The whole seminary situation is just plain ridiculous!

Why does one need to have seminary early morning anyway?

I live on the east coast of the US and church is 1 hour away. We have very large ward boundaries and its about 2 hours driving from one end of the ward to the other.

So when they call a Seminary teacher, someone always has to travel far to get either to this person's house or to church, which is really difficult especially early morning because a lot of school starts so very early.

Take our situation for example. If my daughter attended Seminary, she must leave seminary by 6 AM in order to make it to school by 7 AM. Her school starts at 7:03AM. And schools do not tolerate lateness, like mormon standard time... Even if seminary started at 5AM and lasted until 6AM, and we leave home at 4AM, she would have to get up well before that, say 3-3:30AM. And leaving Seminary at 6AM would not give us enough time to get to school if we run into traffic, etc.

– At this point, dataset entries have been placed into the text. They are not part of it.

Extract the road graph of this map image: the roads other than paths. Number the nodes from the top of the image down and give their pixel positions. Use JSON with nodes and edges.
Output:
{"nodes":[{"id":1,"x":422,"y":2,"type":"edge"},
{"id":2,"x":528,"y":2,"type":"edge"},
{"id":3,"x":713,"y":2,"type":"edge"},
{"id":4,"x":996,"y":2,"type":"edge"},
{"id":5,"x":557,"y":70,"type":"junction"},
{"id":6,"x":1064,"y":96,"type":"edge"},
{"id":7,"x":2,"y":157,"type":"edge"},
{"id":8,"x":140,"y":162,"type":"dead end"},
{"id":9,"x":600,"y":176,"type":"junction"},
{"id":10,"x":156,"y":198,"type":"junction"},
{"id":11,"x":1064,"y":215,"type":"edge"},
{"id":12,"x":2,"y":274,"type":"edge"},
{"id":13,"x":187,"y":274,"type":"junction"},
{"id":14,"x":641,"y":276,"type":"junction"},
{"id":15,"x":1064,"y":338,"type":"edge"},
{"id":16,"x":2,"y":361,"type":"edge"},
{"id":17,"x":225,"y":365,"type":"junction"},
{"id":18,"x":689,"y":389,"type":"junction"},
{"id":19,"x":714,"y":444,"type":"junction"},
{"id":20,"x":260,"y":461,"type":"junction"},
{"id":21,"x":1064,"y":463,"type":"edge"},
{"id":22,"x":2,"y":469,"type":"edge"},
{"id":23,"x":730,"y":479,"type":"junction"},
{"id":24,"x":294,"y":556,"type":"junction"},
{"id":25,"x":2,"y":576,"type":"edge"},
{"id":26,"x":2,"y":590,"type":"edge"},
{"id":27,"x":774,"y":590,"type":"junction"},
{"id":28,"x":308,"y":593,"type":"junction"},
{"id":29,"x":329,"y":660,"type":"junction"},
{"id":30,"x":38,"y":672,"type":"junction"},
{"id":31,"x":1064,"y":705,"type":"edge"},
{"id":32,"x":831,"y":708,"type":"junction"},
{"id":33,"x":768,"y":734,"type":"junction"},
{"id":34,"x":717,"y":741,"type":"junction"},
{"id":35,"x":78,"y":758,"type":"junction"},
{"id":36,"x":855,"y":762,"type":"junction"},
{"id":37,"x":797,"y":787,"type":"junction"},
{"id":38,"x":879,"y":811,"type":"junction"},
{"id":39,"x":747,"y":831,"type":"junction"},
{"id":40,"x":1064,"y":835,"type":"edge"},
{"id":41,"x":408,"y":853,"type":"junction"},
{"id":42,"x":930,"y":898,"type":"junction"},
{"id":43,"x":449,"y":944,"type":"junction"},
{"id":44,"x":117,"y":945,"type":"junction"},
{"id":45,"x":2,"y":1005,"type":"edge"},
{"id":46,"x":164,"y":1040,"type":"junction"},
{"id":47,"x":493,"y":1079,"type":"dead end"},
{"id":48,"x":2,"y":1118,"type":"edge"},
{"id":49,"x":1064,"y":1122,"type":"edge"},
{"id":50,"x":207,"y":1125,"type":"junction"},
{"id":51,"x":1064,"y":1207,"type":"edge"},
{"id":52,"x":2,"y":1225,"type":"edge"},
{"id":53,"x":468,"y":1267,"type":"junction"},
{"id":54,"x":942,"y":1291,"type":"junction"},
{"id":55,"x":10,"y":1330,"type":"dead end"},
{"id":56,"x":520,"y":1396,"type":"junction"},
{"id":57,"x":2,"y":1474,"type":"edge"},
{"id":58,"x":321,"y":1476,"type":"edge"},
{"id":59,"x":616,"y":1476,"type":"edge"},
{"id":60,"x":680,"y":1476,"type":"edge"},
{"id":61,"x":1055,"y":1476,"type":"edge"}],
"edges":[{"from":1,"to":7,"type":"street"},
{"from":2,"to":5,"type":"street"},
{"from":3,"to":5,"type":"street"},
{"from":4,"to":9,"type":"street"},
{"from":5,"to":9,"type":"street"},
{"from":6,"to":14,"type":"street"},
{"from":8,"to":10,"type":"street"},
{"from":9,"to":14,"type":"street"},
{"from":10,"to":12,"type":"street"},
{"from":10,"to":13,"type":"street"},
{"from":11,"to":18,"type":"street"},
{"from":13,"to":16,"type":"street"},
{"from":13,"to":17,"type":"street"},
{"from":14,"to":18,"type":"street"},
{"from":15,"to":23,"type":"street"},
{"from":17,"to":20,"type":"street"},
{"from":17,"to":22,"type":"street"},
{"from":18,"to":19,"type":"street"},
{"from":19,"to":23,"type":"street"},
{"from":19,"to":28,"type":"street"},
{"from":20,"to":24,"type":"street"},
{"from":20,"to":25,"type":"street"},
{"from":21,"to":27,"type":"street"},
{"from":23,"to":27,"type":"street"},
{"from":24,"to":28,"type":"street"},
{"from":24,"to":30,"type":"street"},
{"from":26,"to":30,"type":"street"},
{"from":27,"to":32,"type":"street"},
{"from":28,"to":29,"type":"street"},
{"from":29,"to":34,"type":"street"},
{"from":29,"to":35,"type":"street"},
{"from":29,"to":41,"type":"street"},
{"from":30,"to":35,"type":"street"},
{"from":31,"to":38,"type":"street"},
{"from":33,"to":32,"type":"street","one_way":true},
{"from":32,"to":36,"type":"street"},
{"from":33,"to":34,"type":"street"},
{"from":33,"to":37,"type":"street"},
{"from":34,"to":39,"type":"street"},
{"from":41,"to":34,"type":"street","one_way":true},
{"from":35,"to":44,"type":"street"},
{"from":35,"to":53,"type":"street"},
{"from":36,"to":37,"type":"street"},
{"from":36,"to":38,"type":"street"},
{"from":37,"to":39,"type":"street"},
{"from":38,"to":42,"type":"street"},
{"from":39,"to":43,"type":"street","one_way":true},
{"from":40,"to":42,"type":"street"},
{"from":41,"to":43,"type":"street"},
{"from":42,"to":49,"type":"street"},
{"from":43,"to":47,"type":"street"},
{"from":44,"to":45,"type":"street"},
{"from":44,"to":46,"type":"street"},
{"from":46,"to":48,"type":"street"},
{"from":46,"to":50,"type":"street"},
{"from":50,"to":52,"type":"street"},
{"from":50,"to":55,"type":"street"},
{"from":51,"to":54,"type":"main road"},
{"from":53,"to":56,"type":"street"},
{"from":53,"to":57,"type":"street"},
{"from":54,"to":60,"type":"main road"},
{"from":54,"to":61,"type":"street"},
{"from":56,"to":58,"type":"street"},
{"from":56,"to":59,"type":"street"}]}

Its just a lot of angst for very little reward, plus she would be tired all the time as would I. We would have to go to bed at 7PM in order to get enough sleep. I don't even get home from work until 6:30PM most days. Seminary just isn't practical logistically.

Now ask me if this is crazy?! Of course it is. So why not have Seminary in the evenings or maybe on Sunday? Not Saturday because people have other things to do that day.

Nope. Won't happen. Seminary MUST be early morning or it isn't REAL Seminary. Just plain stupid. Even SLC doesn't have early morning seminary...so why do those of us outside SLC and Idaho have to do this? And everyone lies and tell you how good it is for you. Otherwise their sacrifices would label them stupid, right? Well it IS stupid. There is also life outside church for my kis, like school activities etc. This is of course a no no, right? *rolls eyes*

Of course the other stupid thing about early morning seminary is as parents is that we have to *wait* (usually with people we can't stand) while our kids spend their hour since there's no time to go home. It ticks off nearby neighbors having all these cars pile into their neighborhood, so we have to drop our kids off, find a local McDonalds or something and *wait* until the hour is up. It completely sucks. And the church leadership could care less, even the ones who have kids in the program! That's because their wives take the kids to seminary and they generally are not happy about it...but its "worth the sacrifice" and "what god would want." *rolls eyes* What a load of crap! The material taught would be the same at 7PM as it is at 5AM and frankly the kids would be AWAKE instead of asleep! Its abuse, pure and simple. Let's all jump in the lake at 2:30AM because it is speshul and bla bla. It's tradition and god would want that.... *rolls eyes again*

Just another reason that I am glad to be out of the cult!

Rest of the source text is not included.